Political Discourses of Risk and Responsibility in Australia, China and Japan
Author: Glenn D. Hook,Libby Lester,Meng Ji,Kingsley Edney,Chris G. Pope,Luli van der Does-Ishikawa
Category: Social Science
This book offers a theoretically informed empirical investigation of national media reporting and political discourse on environmental issues in Australia, China and Japan. It illuminates the risks, harms and responsibilities associated with climate change through an analysis of pollution, adopting an interdisciplinary approach drawing on both the social sciences and humanities. A particular strength of the work is the detailed analysis of the data using a range of both quantitative and qualitative techniques, enabling the authors to reveal in rich and compelling detail the complex relationship between risk and responsibility in the climate change discourse. The case studies of Australia, China and Japan are set in the current literature as well as in the historical context of climate change in these three countries. The analysis of the media discourse on the Great Barrier Reef in Australia demonstrates how the mining of coal for overseas markets has led to devastating harm to the life of the reef. A critical discussion of the Chinese documentary, Under the Dome, shows how this medium has played a crucial role in building awareness of the harm from atmospheric pollution among the citizens, shaping attitudes and promoting action. The first case study of Japan elucidates how cross-border atmospheric pollution from China forges a chain of responsibility for responding to climate change, running from the state to society.
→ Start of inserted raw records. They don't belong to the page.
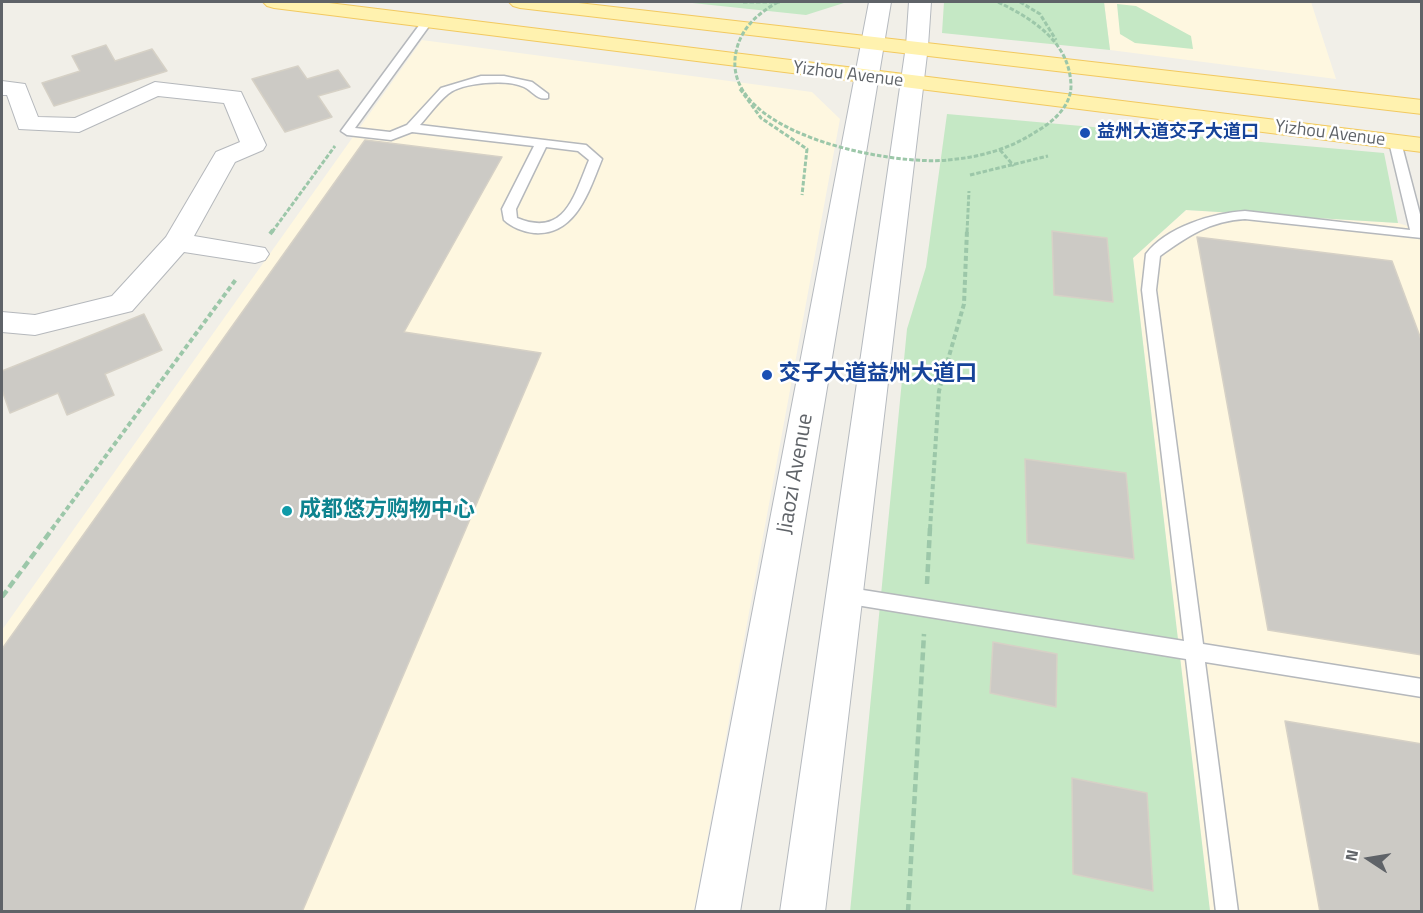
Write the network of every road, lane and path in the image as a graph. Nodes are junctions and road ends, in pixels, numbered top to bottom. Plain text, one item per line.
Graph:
1 (274, 2) edge
2 (520, 2) edge
3 (743, 2) edge
4 (773, 2) edge
5 (780, 2) edge
6 (880, 2) edge
7 (920, 2) edge
8 (998, 2) edge
9 (1020, 2) edge
10 (761, 11) junction
11 (427, 22) junction
12 (1056, 40) junction
13 (874, 41) junction
14 (917, 46) junction
15 (867, 77) junction
16 (911, 83) junction
17 (2, 87) edge
18 (740, 89) junction
19 (544, 96) dead end
20 (1422, 107) edge
21 (411, 128) junction
22 (346, 131) junction
23 (1395, 142) junction
24 (541, 144) junction
25 (1422, 146) edge
26 (1000, 150) junction
27 (1048, 156) dead end
28 (1014, 166) junction
29 (970, 175) dead end
30 (969, 191) dead end
31 (802, 195) dead end
32 (1420, 239) edge
33 (177, 242) junction
34 (255, 254) junction
35 (2, 322) edge
36 (844, 595) junction
37 (2, 597) edge
38 (926, 608) junction
39 (1194, 651) junction
40 (1422, 688) edge
41 (717, 912) edge
42 (802, 912) edge
43 (908, 912) edge
44 (1227, 912) edge

1 - 11 main road, Yizhou Avenue
2 - 13 main road, Yizhou Avenue
3 - 5 path
4 - 10 path, bridge
5 - 10 path, bridge
6 - 13 main road, Jiaozi Avenue
7 - 14 main road
8 - 12 path, bridge
9 - 12 path
10 - 18 path, bridge
11 - 15 main road, Yizhou Avenue
11 - 22 lane
12 - 26 path, bridge
13 - 14 main road, Yizhou Avenue
13 - 15 main road, Jiaozi Avenue
14 - 16 main road
14 - 20 main road, Yizhou Avenue
15 - 16 main road, Yizhou Avenue
15 - 41 main road, Jiaozi Avenue
16 - 23 main road, Yizhou Avenue
16 - 36 main road
17 - 33 main road
18 - 26 path, bridge
18 - 31 path
19 - 21 lane
21 - 22 lane
21 - 24 lane
22 - 34 path
23 - 25 main road, Yizhou Avenue
23 - 32 lane
24 - 24 lane
26 - 28 path
27 - 28 path
28 - 29 path
30 - 38 path
32 - 39 lane
33 - 34 main road
33 - 35 main road
34 - 37 path
36 - 38 lane
36 - 42 main road
38 - 39 lane
38 - 43 path
39 - 40 lane
39 - 44 lane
The other case study of Japan demonstrates how ‘smart cities’ have emerged as a way to mitigate the risks and harms of climate change. The Conclusion draws together the similarities and differences in how climate change is addressed in the three countries. In all, Environmental Pollution and the Media: Political Discourses of Risk and Responsibility in Australia, China and Japan uncovers the dynamics of the triadic relationship among risk, harm and climate change in Australia, China and Japan. By so doing, the book makes an original and timely contribution to understanding comparative media, discourse and political debates on climate change.